Collected data
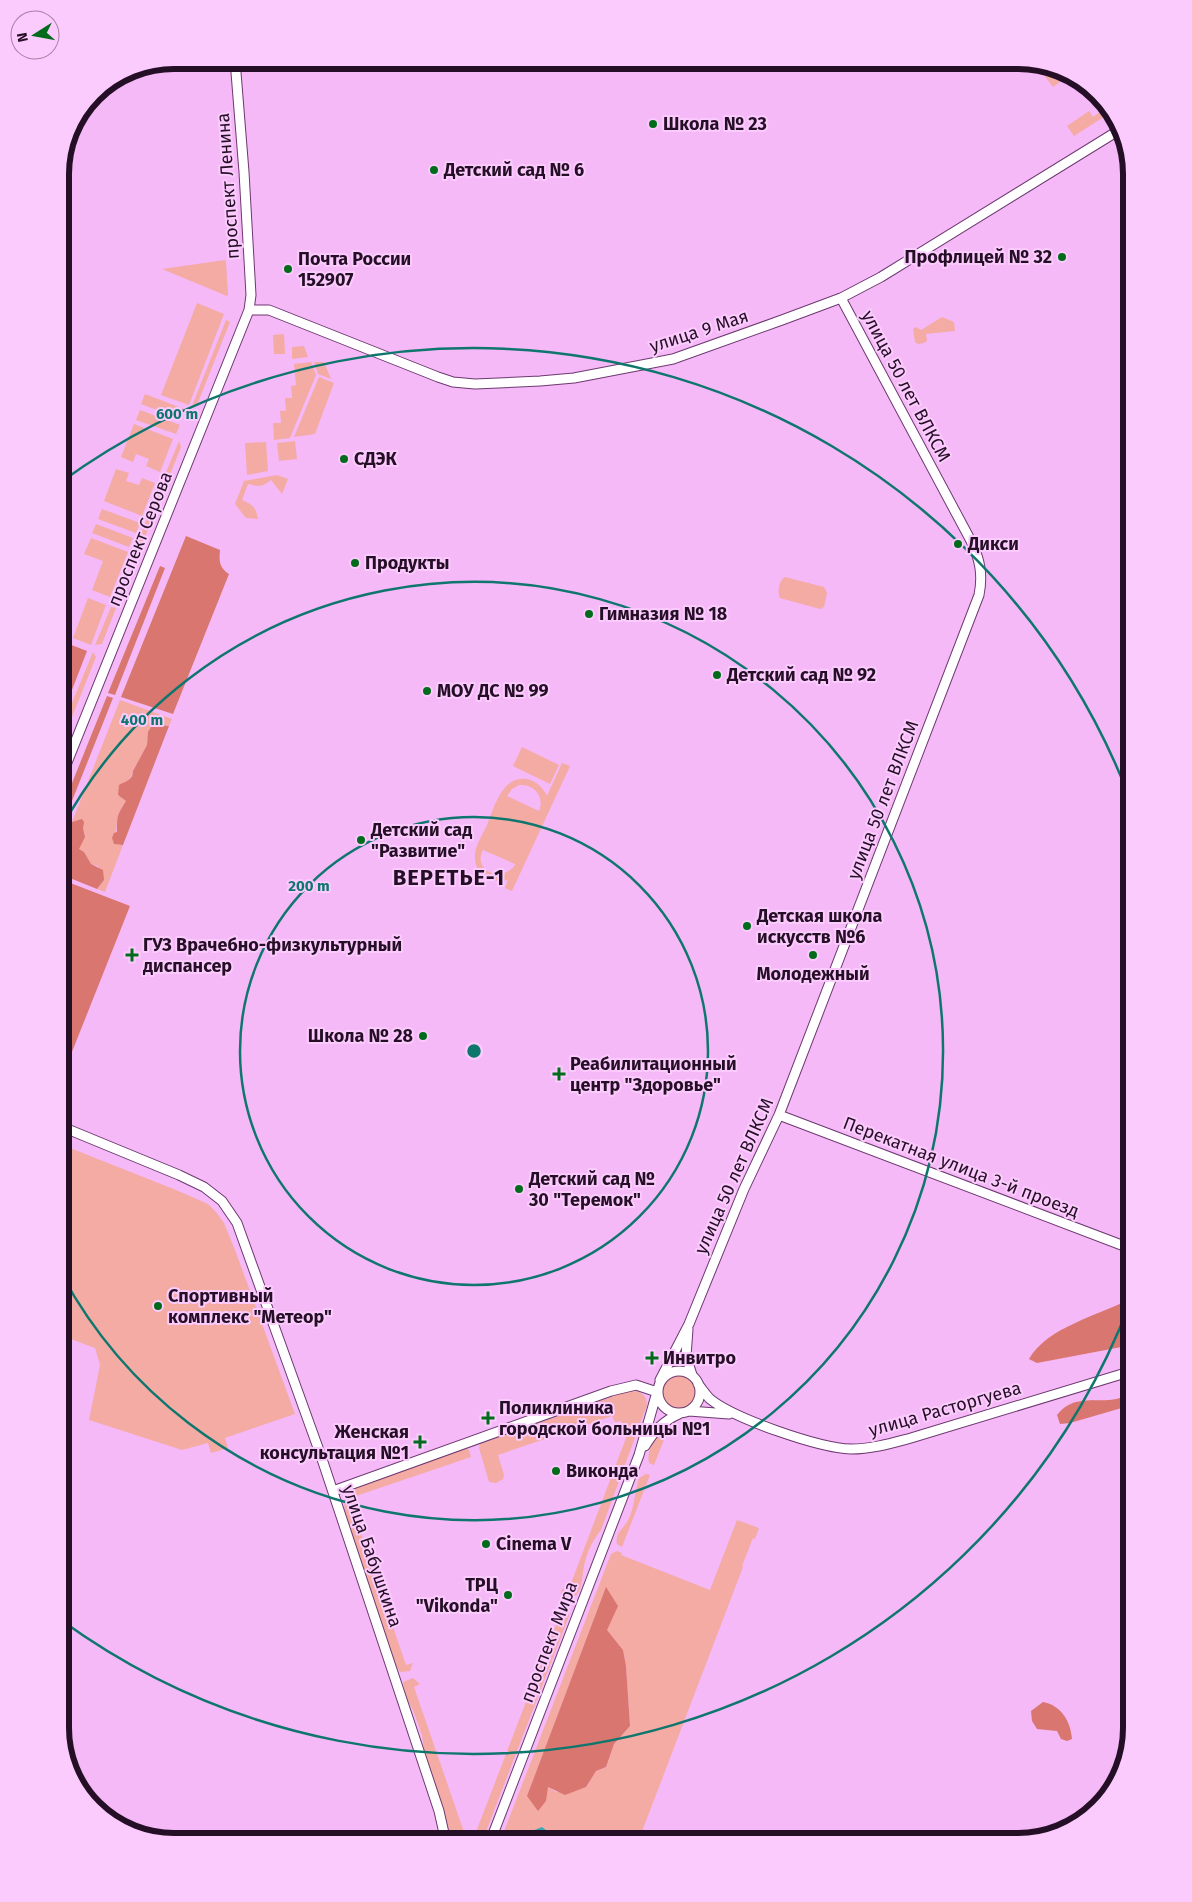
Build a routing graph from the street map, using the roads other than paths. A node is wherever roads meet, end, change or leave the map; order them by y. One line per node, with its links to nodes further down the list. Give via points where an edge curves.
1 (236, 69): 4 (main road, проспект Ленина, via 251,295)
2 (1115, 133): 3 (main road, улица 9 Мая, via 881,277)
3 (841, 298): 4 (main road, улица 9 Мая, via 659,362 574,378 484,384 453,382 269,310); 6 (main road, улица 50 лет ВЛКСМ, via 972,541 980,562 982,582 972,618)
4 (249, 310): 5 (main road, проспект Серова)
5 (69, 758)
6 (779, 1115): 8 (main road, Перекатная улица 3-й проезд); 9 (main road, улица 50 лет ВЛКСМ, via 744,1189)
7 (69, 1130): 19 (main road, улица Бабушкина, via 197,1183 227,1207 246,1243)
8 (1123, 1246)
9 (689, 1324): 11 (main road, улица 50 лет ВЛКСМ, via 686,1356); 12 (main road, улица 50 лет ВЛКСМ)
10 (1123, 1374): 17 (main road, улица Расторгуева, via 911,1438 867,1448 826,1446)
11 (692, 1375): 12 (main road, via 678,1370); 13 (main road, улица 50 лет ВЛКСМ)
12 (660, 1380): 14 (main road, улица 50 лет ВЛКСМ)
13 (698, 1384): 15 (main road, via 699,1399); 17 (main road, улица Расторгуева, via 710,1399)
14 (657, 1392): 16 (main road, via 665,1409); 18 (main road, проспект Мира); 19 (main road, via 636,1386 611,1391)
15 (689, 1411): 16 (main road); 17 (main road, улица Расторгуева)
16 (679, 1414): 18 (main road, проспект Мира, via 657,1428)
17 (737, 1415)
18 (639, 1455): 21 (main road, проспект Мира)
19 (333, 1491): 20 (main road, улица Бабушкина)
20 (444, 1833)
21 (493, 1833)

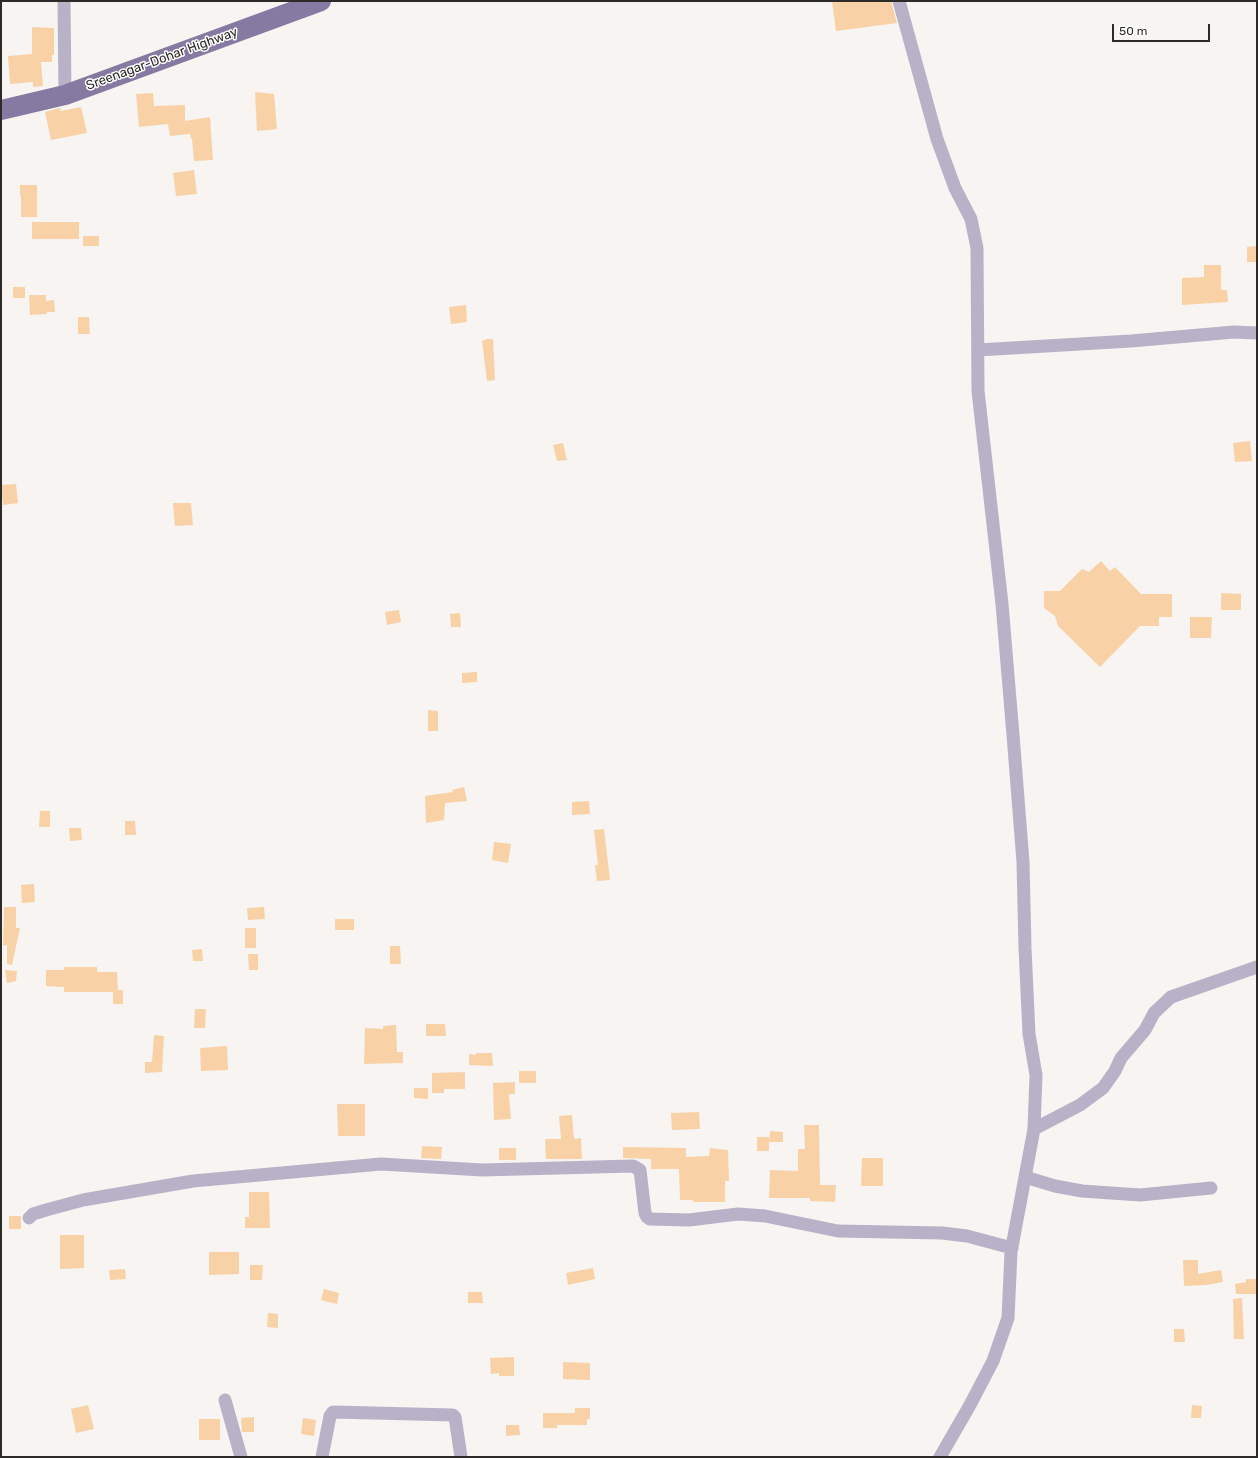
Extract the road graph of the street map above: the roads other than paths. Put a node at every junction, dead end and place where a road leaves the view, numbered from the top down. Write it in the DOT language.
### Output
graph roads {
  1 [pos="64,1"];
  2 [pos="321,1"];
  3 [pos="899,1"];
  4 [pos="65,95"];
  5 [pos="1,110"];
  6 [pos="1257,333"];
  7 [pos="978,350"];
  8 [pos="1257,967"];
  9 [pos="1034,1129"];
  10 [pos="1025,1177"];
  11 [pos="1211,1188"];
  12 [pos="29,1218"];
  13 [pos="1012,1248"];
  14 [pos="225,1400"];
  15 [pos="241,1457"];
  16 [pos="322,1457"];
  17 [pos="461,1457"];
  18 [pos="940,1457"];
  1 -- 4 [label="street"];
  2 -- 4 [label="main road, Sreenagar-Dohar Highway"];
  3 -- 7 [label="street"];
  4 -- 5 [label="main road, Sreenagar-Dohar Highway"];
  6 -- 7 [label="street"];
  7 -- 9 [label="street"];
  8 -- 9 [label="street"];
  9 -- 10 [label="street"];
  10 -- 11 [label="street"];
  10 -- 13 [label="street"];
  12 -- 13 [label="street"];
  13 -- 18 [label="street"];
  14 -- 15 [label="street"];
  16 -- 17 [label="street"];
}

# Task to complete
Could you output all of the records exactly, without their pictures?

# Task response
Build a routing graph from the street map, using the roads other than paths. A node is wherever roads meet, end, change or leave the map; order them by y. One line per node, with its links to nodes further down the list. Give via points where an edge curves.
1 (236, 69): 4 (main road, проспект Ленина, via 251,295)
2 (1115, 133): 3 (main road, улица 9 Мая, via 881,277)
3 (841, 298): 4 (main road, улица 9 Мая, via 659,362 574,378 484,384 453,382 269,310); 6 (main road, улица 50 лет ВЛКСМ, via 972,541 980,562 982,582 972,618)
4 (249, 310): 5 (main road, проспект Серова)
5 (69, 758)
6 (779, 1115): 8 (main road, Перекатная улица 3-й проезд); 9 (main road, улица 50 лет ВЛКСМ, via 744,1189)
7 (69, 1130): 19 (main road, улица Бабушкина, via 197,1183 227,1207 246,1243)
8 (1123, 1246)
9 (689, 1324): 11 (main road, улица 50 лет ВЛКСМ, via 686,1356); 12 (main road, улица 50 лет ВЛКСМ)
10 (1123, 1374): 17 (main road, улица Расторгуева, via 911,1438 867,1448 826,1446)
11 (692, 1375): 12 (main road, via 678,1370); 13 (main road, улица 50 лет ВЛКСМ)
12 (660, 1380): 14 (main road, улица 50 лет ВЛКСМ)
13 (698, 1384): 15 (main road, via 699,1399); 17 (main road, улица Расторгуева, via 710,1399)
14 (657, 1392): 16 (main road, via 665,1409); 18 (main road, проспект Мира); 19 (main road, via 636,1386 611,1391)
15 (689, 1411): 16 (main road); 17 (main road, улица Расторгуева)
16 (679, 1414): 18 (main road, проспект Мира, via 657,1428)
17 (737, 1415)
18 (639, 1455): 21 (main road, проспект Мира)
19 (333, 1491): 20 (main road, улица Бабушкина)
20 (444, 1833)
21 (493, 1833)

Extract the road graph of the street map above: the roads other than paths. Put a node at every junction, dead end and place where a road leaves the view, numbered from the top down. Write it in the DOT language.
### Output
graph roads {
  1 [pos="64,1"];
  2 [pos="321,1"];
  3 [pos="899,1"];
  4 [pos="65,95"];
  5 [pos="1,110"];
  6 [pos="1257,333"];
  7 [pos="978,350"];
  8 [pos="1257,967"];
  9 [pos="1034,1129"];
  10 [pos="1025,1177"];
  11 [pos="1211,1188"];
  12 [pos="29,1218"];
  13 [pos="1012,1248"];
  14 [pos="225,1400"];
  15 [pos="241,1457"];
  16 [pos="322,1457"];
  17 [pos="461,1457"];
  18 [pos="940,1457"];
  1 -- 4 [label="street"];
  2 -- 4 [label="main road, Sreenagar-Dohar Highway"];
  3 -- 7 [label="street"];
  4 -- 5 [label="main road, Sreenagar-Dohar Highway"];
  6 -- 7 [label="street"];
  7 -- 9 [label="street"];
  8 -- 9 [label="street"];
  9 -- 10 [label="street"];
  10 -- 11 [label="street"];
  10 -- 13 [label="street"];
  12 -- 13 [label="street"];
  13 -- 18 [label="street"];
  14 -- 15 [label="street"];
  16 -- 17 [label="street"];
}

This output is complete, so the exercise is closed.